It is a scam that police have warned against for years, but money transfer scams still manage to lure people into giving thousands of dollars away while under the impression they are still in the black.
A St. John's man said he saw red flags but because his bank told him the cheque he received from a potential tenant was legitimate, he believed it was safe to send away his money without repercussions.
Now he's out more than $4,000 and he's warning others not to fall for the same scam.
It all started when Chris Fowler put an ad on the online classifieds website Kijiji in July to rent a room in his house. Soon after the ad hit the web, he got a reply.
"She replied saying she was going to Memorial University to do more research and that she was from Houston, Texas," Fowler said.
After exchanging emails and photos of the room, Fowler thought he would have a new tenant to share his house with in August.

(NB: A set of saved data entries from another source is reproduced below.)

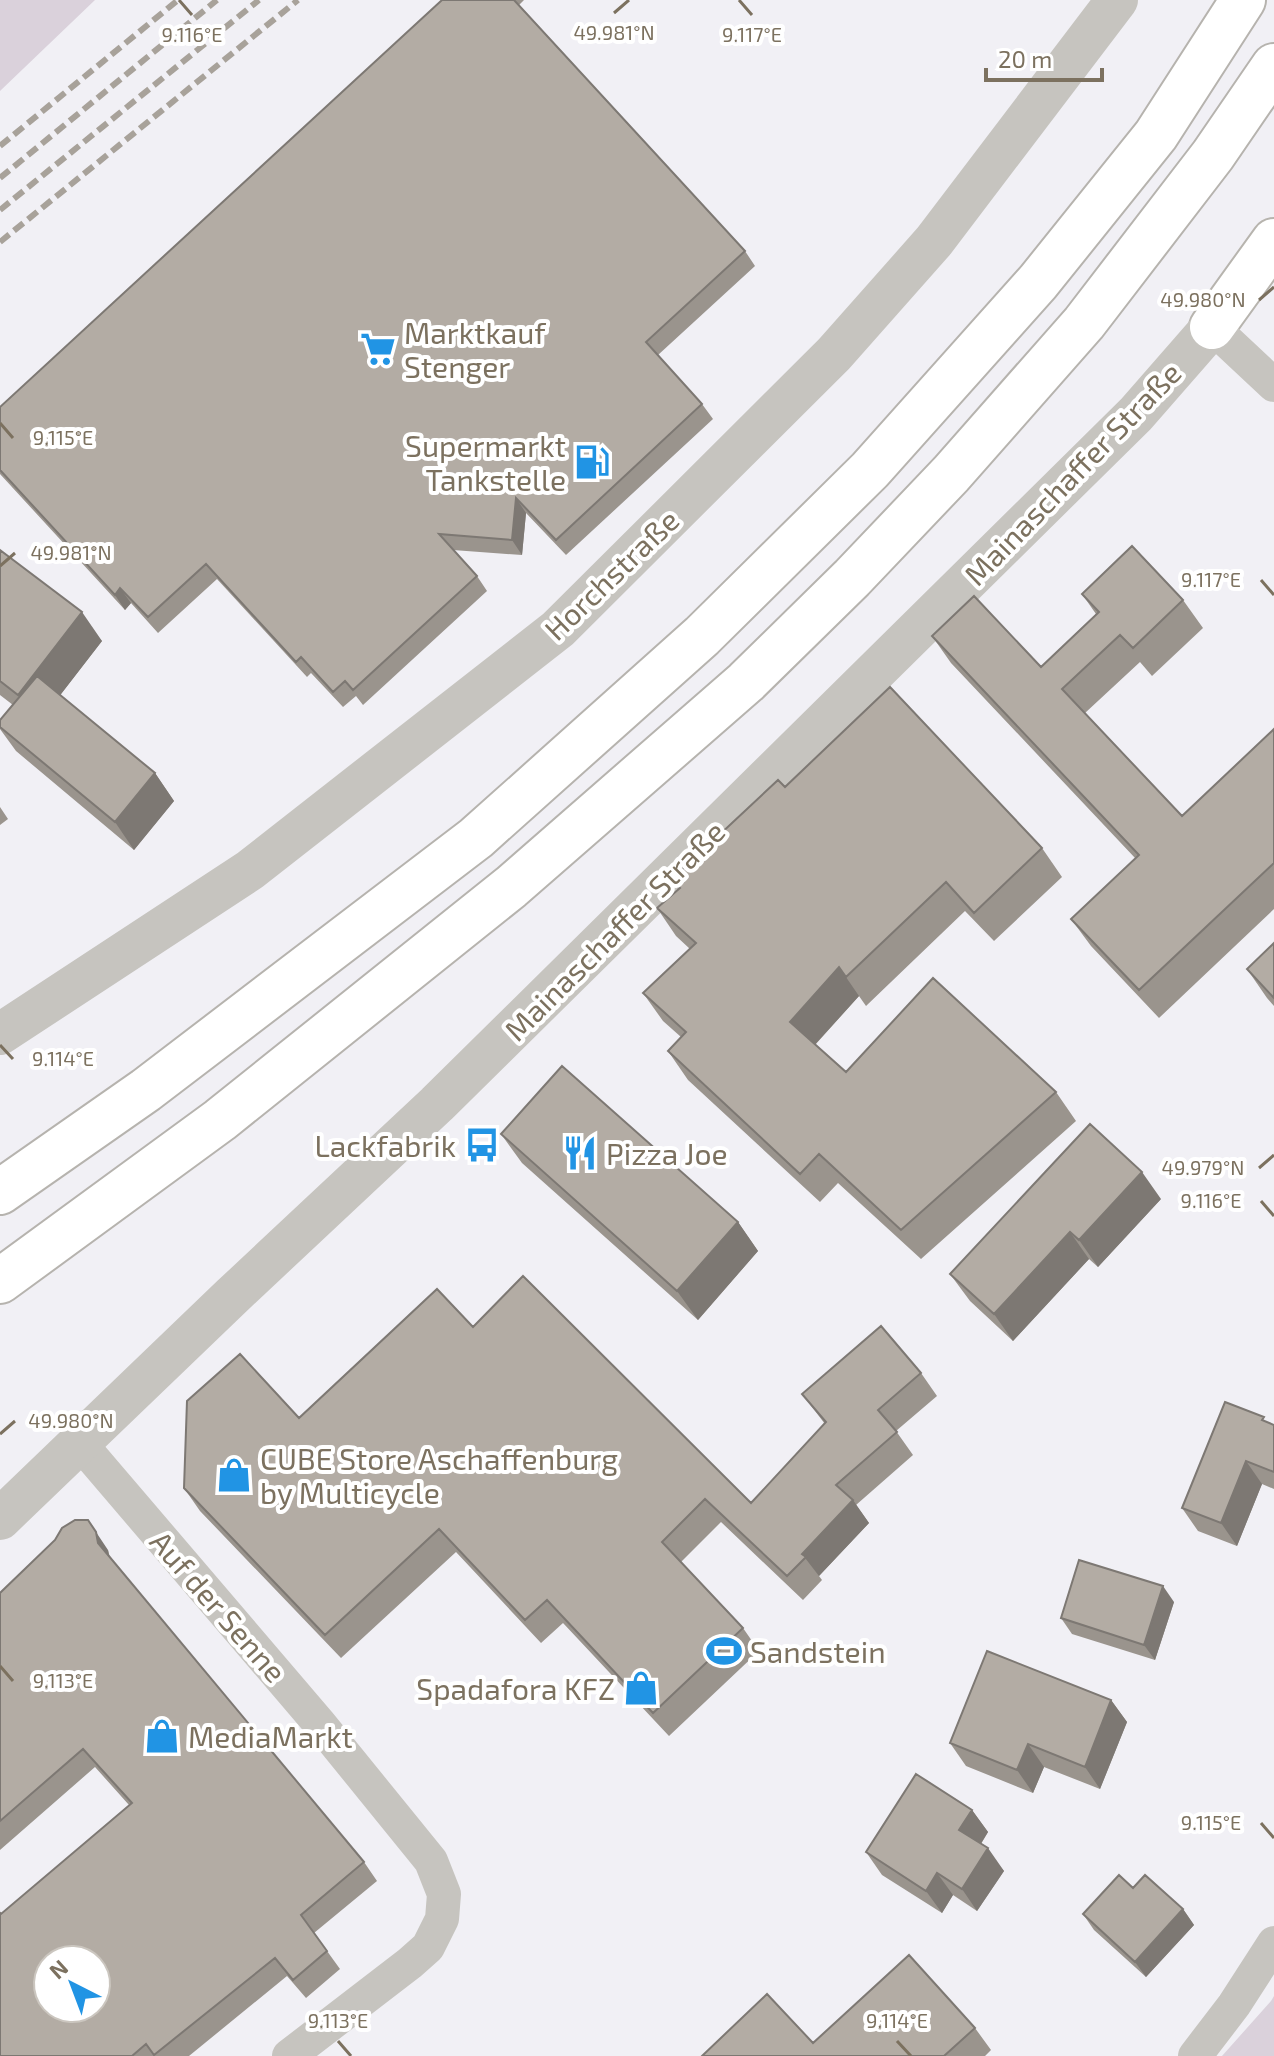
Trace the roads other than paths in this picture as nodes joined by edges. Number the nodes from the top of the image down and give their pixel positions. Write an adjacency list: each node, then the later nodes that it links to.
1 (1117, 0): 7 (street, Horchstraße)
2 (1243, 0): 8 (main road)
3 (1274, 66): 9 (main road)
4 (1274, 241): 5 (main road)
5 (1212, 327): 6 (street); 10 (street, Mainaschaffer Straße)
6 (1274, 385)
7 (0, 1034)
8 (0, 1192)
9 (0, 1281)
10 (79, 1442): 11 (street, Mainaschaffer Straße); 13 (street, Auf der Senne)
11 (0, 1519)
12 (1274, 1943): 14 (street)
13 (289, 2056)
14 (1195, 2056)

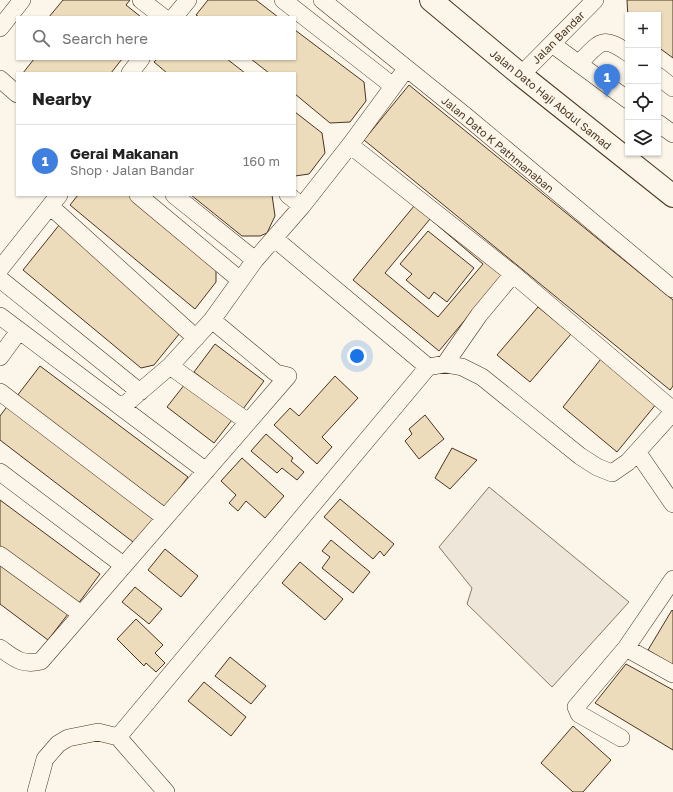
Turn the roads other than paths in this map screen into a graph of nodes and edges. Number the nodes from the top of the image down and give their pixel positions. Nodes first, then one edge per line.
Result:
1 (22, 0) edge
2 (142, 0) edge
3 (188, 0) edge
4 (284, 0) edge
5 (322, 0) edge
6 (431, 0) edge
7 (589, 6) edge
8 (161, 16) edge
9 (175, 16) edge
10 (0, 28) edge
11 (552, 44) junction
12 (625, 50) edge
13 (579, 62) junction
14 (406, 69) junction
15 (521, 75) junction
16 (661, 78) edge
17 (0, 80) edge
18 (393, 86) junction
19 (673, 88) edge
20 (16, 93) edge
21 (625, 98) edge
22 (661, 125) edge
23 (673, 134) edge
24 (350, 145) junction
25 (139, 196) edge
26 (175, 196) edge
27 (289, 196) edge
28 (673, 196) edge
29 (54, 201) edge
30 (302, 206) junction
31 (274, 239) junction
32 (255, 260) junction
33 (0, 269) edge
34 (513, 274) junction
35 (0, 279) edge
36 (240, 280) junction
37 (673, 289) edge
38 (0, 316) edge
39 (212, 320) junction
40 (19, 331) junction
41 (196, 338) junction
42 (0, 357) edge
43 (444, 364) junction
44 (170, 366) junction
45 (428, 367) junction
46 (0, 392) edge
47 (140, 392) junction
48 (122, 407) junction
49 (673, 411) edge
50 (248, 422) junction
51 (638, 453) junction
52 (206, 471) junction
53 (0, 472) edge
54 (673, 504) edge
55 (164, 517) junction
56 (0, 555) edge
57 (123, 565) junction
58 (673, 579) edge
59 (81, 614) junction
60 (0, 648) edge
61 (626, 648) junction
62 (673, 674) edge
63 (118, 737) junction
64 (621, 738) dead end
65 (36, 792) edge
66 (166, 792) edge

1 - 10 street
2 - 8 street
3 - 9 street
4 - 18 street
5 - 14 street, Jalan Dato K Pathmanaban
6 - 15 main road, Jalan Dato Haji Abdul Samad
7 - 11 street, Jalan Bandar
11 - 13 street
11 - 15 street, Jalan Bandar
12 - 13 street
13 - 21 street
14 - 18 street
14 - 37 street, Jalan Dato K Pathmanaban
15 - 28 main road, Jalan Dato Haji Abdul Samad
16 - 19 street
17 - 20 street
18 - 24 street
22 - 23 street
24 - 30 street
24 - 34 street
25 - 36 street
26 - 32 street
27 - 30 street
29 - 33 street
29 - 41 street
30 - 31 street
31 - 32 street
31 - 45 street
32 - 36 street
34 - 43 street
34 - 49 street
35 - 47 street
36 - 39 street
38 - 40 street
39 - 41 street
39 - 50 street
40 - 42 street
40 - 48 street
41 - 44 street
43 - 45 street
43 - 51 street
44 - 47 street
44 - 50 street
45 - 63 street
46 - 55 street
47 - 48 street
48 - 52 street
49 - 51 street
50 - 52 street
51 - 54 street
52 - 55 street
53 - 57 street
55 - 57 street
56 - 59 street
57 - 59 street
58 - 61 street
59 - 60 street
61 - 62 street
61 - 64 street
63 - 65 street
63 - 66 street

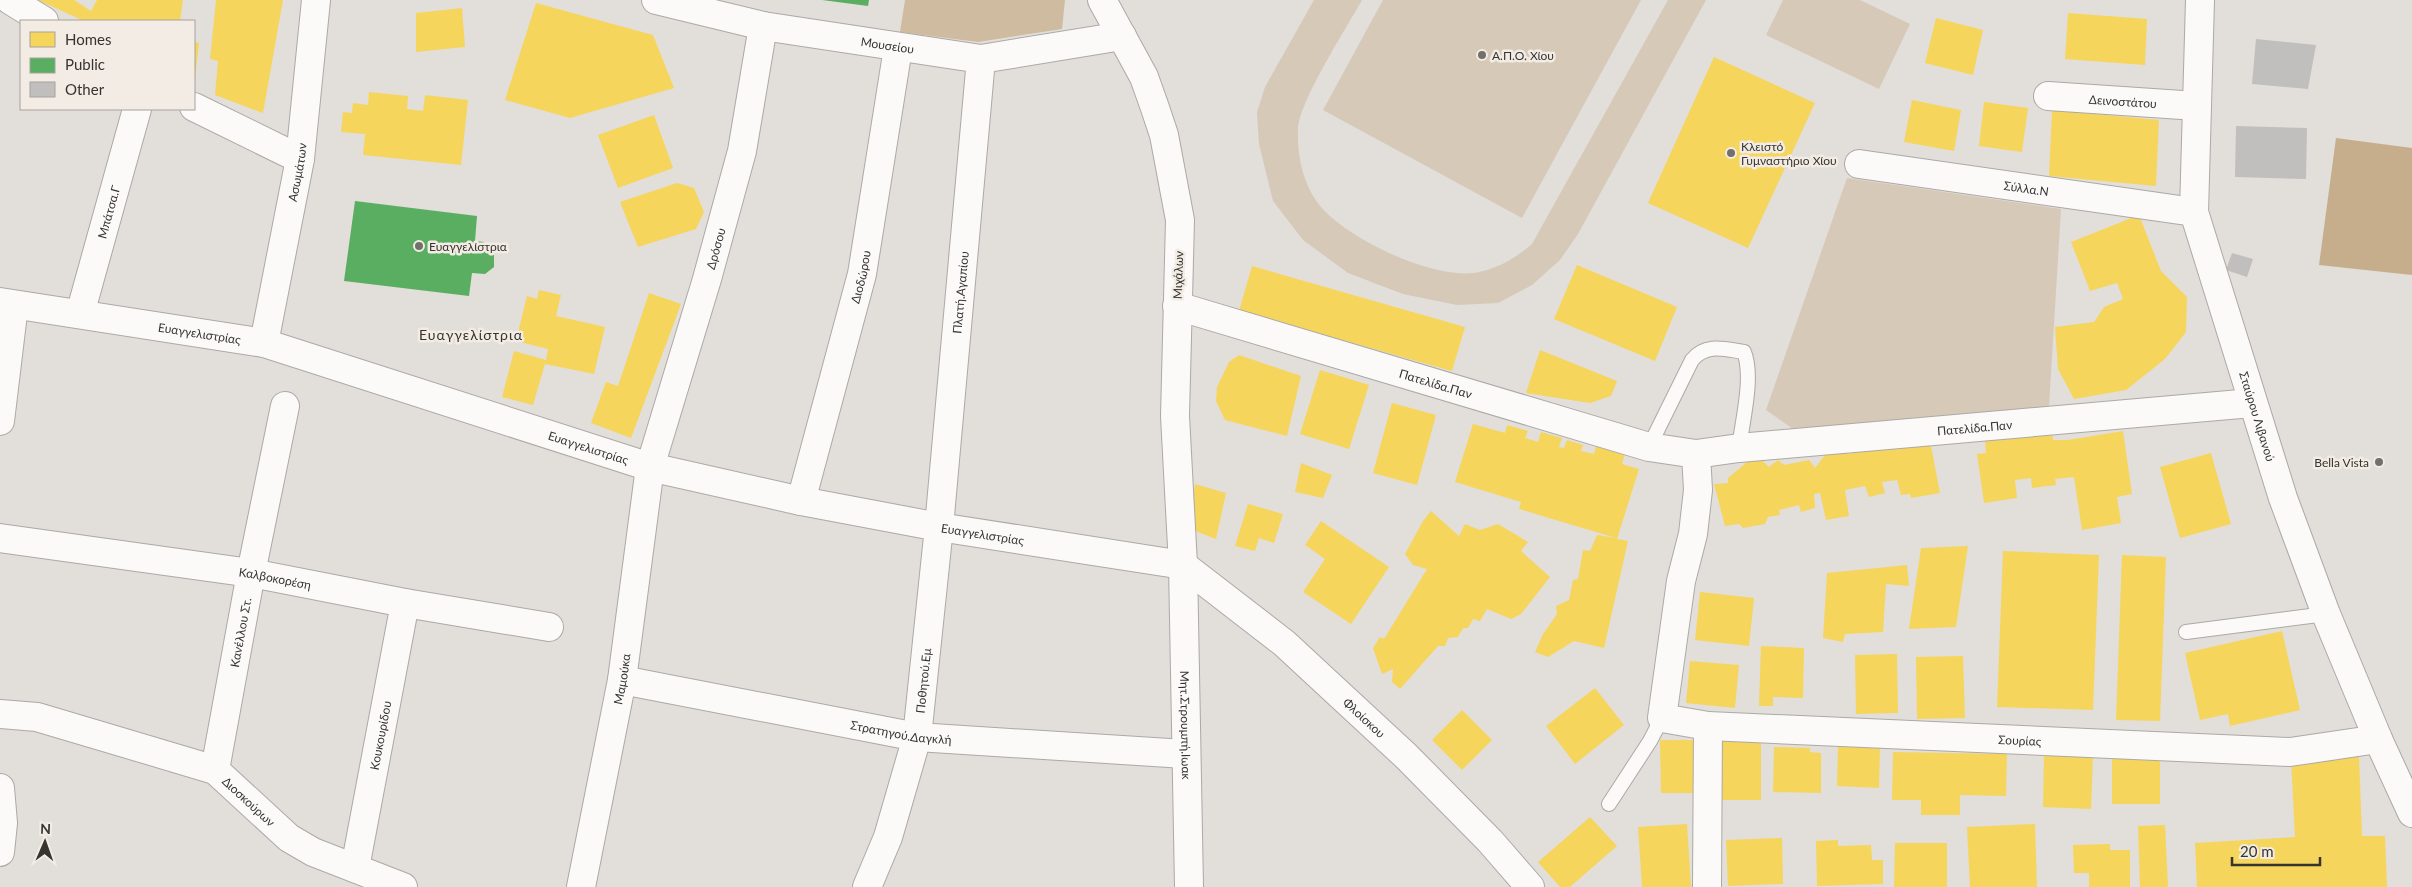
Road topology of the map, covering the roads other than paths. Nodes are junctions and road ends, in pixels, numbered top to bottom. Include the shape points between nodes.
1 (316, 0) edge
2 (656, 0) edge
3 (1102, 0) edge
4 (2200, 0) edge
5 (7, 6) edge
6 (42, 20) edge
7 (763, 26) junction
8 (1122, 36) junction
9 (898, 48) junction
10 (981, 59) junction
11 (2048, 96) dead end
12 (2197, 106) junction
13 (195, 107) edge
14 (138, 110) edge
15 (300, 159) junction
16 (1859, 164) dead end
17 (2194, 212) junction
18 (7, 304) edge
19 (1177, 306) junction
20 (80, 314) junction
21 (264, 343) junction
22 (2252, 403) junction
23 (285, 406) dead end
24 (0, 421) edge
25 (1648, 447) junction
26 (1739, 448) junction
27 (1696, 454) junction
28 (650, 467) junction
29 (801, 501) junction
30 (939, 527) junction
31 (0, 538) edge
32 (1183, 565) junction
33 (251, 573) junction
34 (406, 603) junction
35 (2326, 614) junction
36 (549, 627) dead end
37 (2186, 632) dead end
38 (622, 680) junction
39 (0, 714) edge
40 (1662, 718) junction
41 (1708, 726) junction
42 (917, 737) junction
43 (2378, 739) junction
44 (1185, 754) junction
45 (215, 770) junction
46 (0, 788) edge
47 (1608, 804) dead end
48 (2412, 814) edge
49 (1, 823) edge
50 (0, 852) edge
51 (355, 868) junction
52 (403, 887) edge
53 (581, 887) edge
54 (867, 887) edge
55 (1189, 887) edge
56 (1530, 887) edge
57 (1707, 887) edge

1 - 15 street, Ασωμάτων
2 - 7 street, Μουσείου
3 - 8 street, Μιχάλων
4 - 12 street, Σταύρου Λιβανού
5 - 6 street
7 - 9 street, Μουσείου
7 - 28 street, Δρόσου via 742,150
8 - 10 street, Μουσείου
8 - 19 street, Μιχάλων via 1156,108 1174,180 1180,220
9 - 10 street, Μουσείου
9 - 29 street, Διοδώρου via 862,274
10 - 30 street, Πλατή.Αγαπίου
11 - 12 street, Δεινοστάτου
12 - 17 street, Σταύρου Λιβανού
13 - 15 street
14 - 20 street, Μπάτσα.Γ
15 - 21 street, Ασωμάτων
16 - 17 street, Σύλλα.Ν
17 - 22 street, Σταύρου Λιβανού
18 - 20 street, Ευαγγελιστρίας
18 - 24 street
19 - 25 street, Πατελίδα.Παν
19 - 32 street, Μιχάλων via 1174,416
20 - 21 street, Ευαγγελιστρίας
21 - 28 street, Ευαγγελιστρίας
22 - 26 street, Πατελίδα.Παν
22 - 35 street, Σταύρου Λιβανού
23 - 33 street, Κανέλλου Στ.
25 - 26 lane via 1692,360 1698,352 1711,348 1744,352 1747,358
25 - 27 street, Πατελίδα.Παν
26 - 27 street, Πατελίδα.Παν
27 - 40 street via 1698,490 1693,534 1681,581
28 - 29 street, Ευαγγελιστρίας
28 - 38 street, Μαμούκα
29 - 30 street, Ευαγγελιστρίας
30 - 32 street, Ευαγγελιστρίας
30 - 42 street, Ποθητού.Εμ
31 - 33 street, Καλβοκορέση
32 - 44 street, Μητ.Στρουμπή.Ιωακ
32 - 56 street, Φλοίσκου via 1284,643 1406,756 1490,841
33 - 34 street, Καλβοκορέση
33 - 45 street, Κανέλλου Στ.
34 - 36 street, Καλβοκορέση
34 - 51 street, Κουκουρίδου
35 - 37 lane
35 - 43 street, Σταύρου Λιβανού
38 - 42 street, Στρατηγού.Δαγκλή
38 - 53 street, Μαμούκα
39 - 45 street, Διοσκούρων via 37,717
40 - 41 street, Σουρίας
40 - 47 lane via 1650,742
41 - 43 street, Σουρίας via 2290,752
41 - 57 street
42 - 44 street, Στρατηγού.Δαγκλή
42 - 54 street, Ποθητού.Εμ via 888,837
43 - 48 street, Σταύρου Λιβανού
44 - 55 street, Μητ.Στρουμπή.Ιωακ
45 - 51 street, Διοσκούρων via 290,838 313,852
46 - 49 street
49 - 50 street
51 - 52 street, Διοσκούρων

However, things didn't go as planned.
"She emailed me and she's like 'there's a cheque in the mail for you.' So, I figure it was just $500 for the rent of the room for a month," Fowler told CBC.
"So I get this cheque for almost $7,000 dollars — $6,000 and change."
'Kind of iffy'
Fowler's soon-to-be roomie said that $1,500 was for first three months rent, and that the rest was meant for a company that would be shipping her furniture to her new home in St. John's. The woman, who said her name was Ann Adele, asked that Fowler transfer the money meant for the furniture company via Moneygram — a money transfer company — to an address she had provided him.
"I was kind of iffy," Fowler said.
'If you can't trust your bank, why go there?' - Chris Fowler
Despite Fowler's hesitation, he deposited the cheque at the Bank of Nova Scotia, or Scotiabank, and waited for the hold to come off the cheque to see if it was real or fake.
A week later, Fowler was surprised by what the bank told him.
"The bank teller said 'oh the cheque is cleared' and I said hold on, just to double check ... that cheque for $6,000? She said 'No, that cheque is good, it's a valid cheque.' "
"I was a bit skeptical, but if the bank is telling me that it is a valid cheque, they're telling me it's good. So, I trusted my bank."
With that, Fowler proceeded to send a cheque from his bank account for $4,281.00.
In the red
If he had waited an additional day, Fowler said he would have known that the cheque, in fact, was not cleared — it was counterfeit.
"I said what happened here ... I'm short a lot of money here. The teller said, 'Well, that cheque you deposited seems to be counterfeit.'"
Fowler quickly realized he was out more than $4,000 and called the Royal Newfoundland Constabulary to report the scam.
Fowler was also angry at the fact the bank, he said, didn't notify him that the cheque was counterfeit.
"You trust your bank ... if you can't trust your bank, why go there?"
Fowler said that a representative from Scotiabank apologized, but he wants something more than just a "sorry."
"I want the bank to come out and say, 'It is some of our responsibility,' because that bank teller told me not once but twice that cheque was clear."
In a statement to CBC News, Scotiabank said it does its best to keep clients safe from fraud.
"Customers should take care to only deposit cheques from trusted sources and to be aware of any requests that encourage money to be withdrawn on the cheque and sent to the original sender," the statement said.
Fowler is using his story as a cautionary tale to warn others of the potential fraudsters.
"If you're not sure, just don't do it," Fowler said.
"I got duped and I just wouldn't want to see anyone else get duped."